White Cliffs of DoverIt was pointed out to me recently by Helena that for most Europeans, travelling from their home country to another did not strictly entail them going overseas and hence I ought to watch my vocabulary when talking about international travel. I was quite disgusted with myself when I reflected on this – clearly I have been back in Britain too long! I hope I’m not becoming a little Englander, fearful of bidding farewell to the White Cliffs of Dover.

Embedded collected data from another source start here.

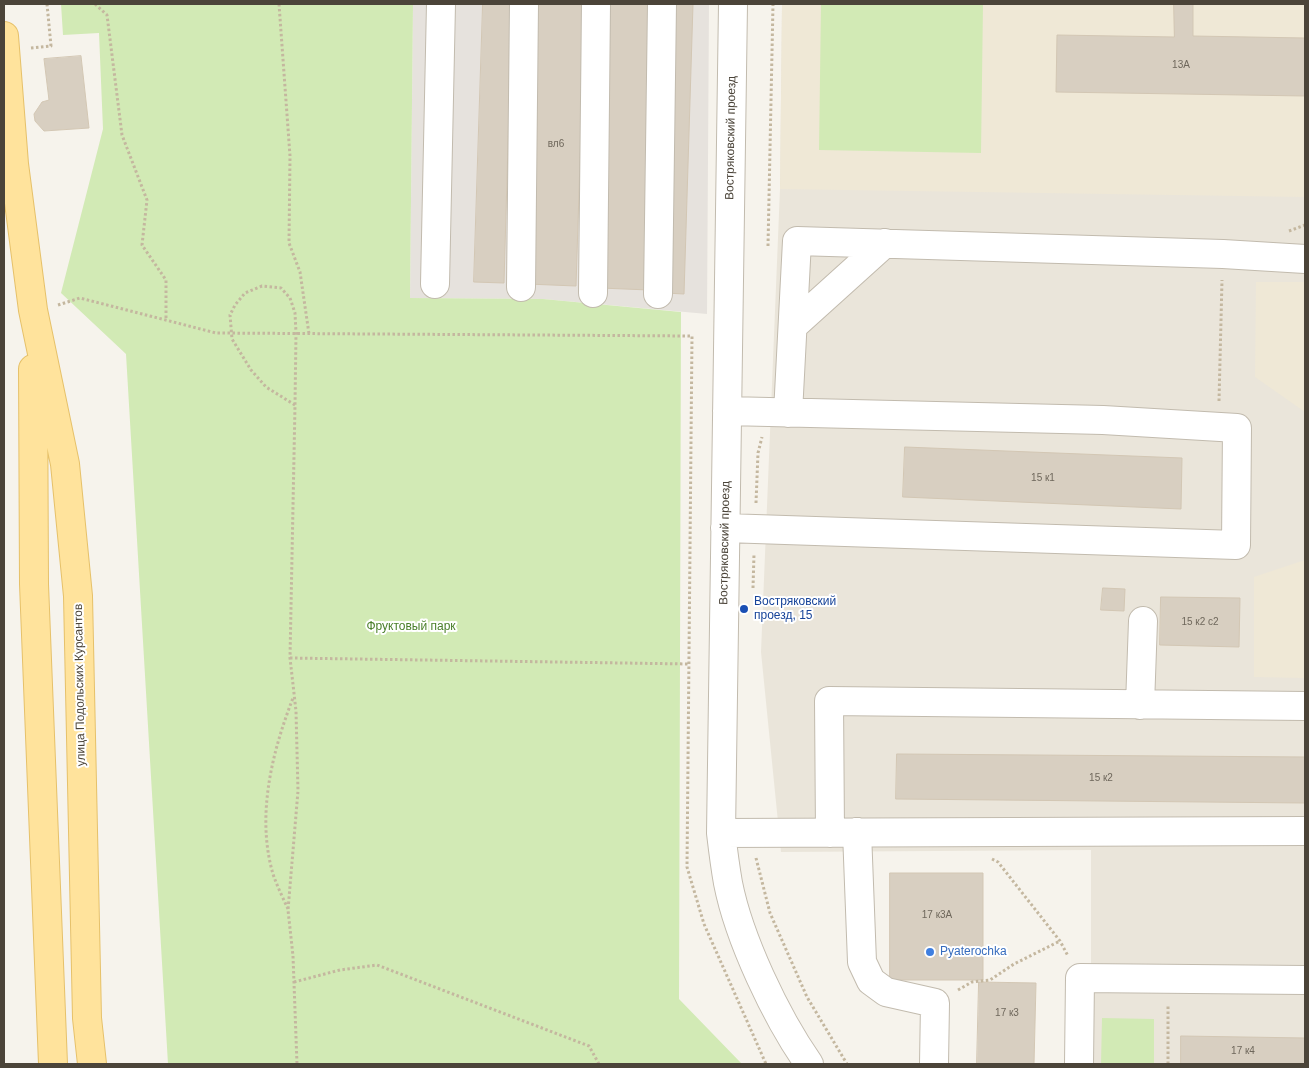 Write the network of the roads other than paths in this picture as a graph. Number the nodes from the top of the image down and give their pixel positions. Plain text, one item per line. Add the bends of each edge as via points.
1 (441, 4) edge
2 (524, 4) edge
3 (596, 4) edge
4 (662, 4) edge
5 (733, 4) edge
6 (4, 36) edge
7 (885, 243) junction
8 (1305, 259) edge
9 (435, 284) dead end
10 (521, 287) dead end
11 (593, 293) dead end
12 (658, 294) dead end
13 (33, 310) junction
14 (793, 326) junction
15 (727, 411) junction
16 (788, 412) junction
17 (725, 528) junction
18 (1142, 621) dead end
19 (1140, 705) junction
20 (1305, 706) edge
21 (1305, 831) edge
22 (857, 832) junction
23 (721, 833) junction
24 (830, 833) junction
25 (1305, 980) edge
26 (52, 1064) edge
27 (92, 1064) edge
28 (809, 1064) edge
29 (934, 1064) edge
30 (1079, 1064) edge

1 - 9 street
2 - 10 street
3 - 11 street
4 - 12 street
5 - 15 street, Востряковский проезд
6 - 13 main road, улица Подольских Курсантов via 14,164
7 - 8 street
7 - 14 street
7 - 14 street via 797,241
13 - 26 main road, улица Подольских Курсантов via 34,584
13 - 27 main road, улица Подольских Курсантов via 65,464 78,596 87,1009
14 - 16 street
15 - 16 street
15 - 17 street, Востряковский проезд
16 - 17 street via 1102,420 1237,428 1236,545
17 - 23 street, Востряковский проезд
18 - 19 street
19 - 20 street
19 - 24 street via 829,701
21 - 22 street
22 - 24 street
22 - 29 street via 862,962 871,981 886,992 935,1002
23 - 24 street
23 - 28 street, Востряковский проезд via 728,884 744,933 768,994
25 - 30 street via 1080,978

I am however already very studious in my avoidance of terms such as on the continent, I’ve never been over there or in Europe (meaning outside the British Isles), and when you take notice of the words the Brits use about international travel there’s always an element of us-and-them about it, it strange, foreign. People from right across society tend to fall into this vocabulary trap. If you care about Britain’s relationship with Europe, think of these things the next time you are talking with Brits about travel!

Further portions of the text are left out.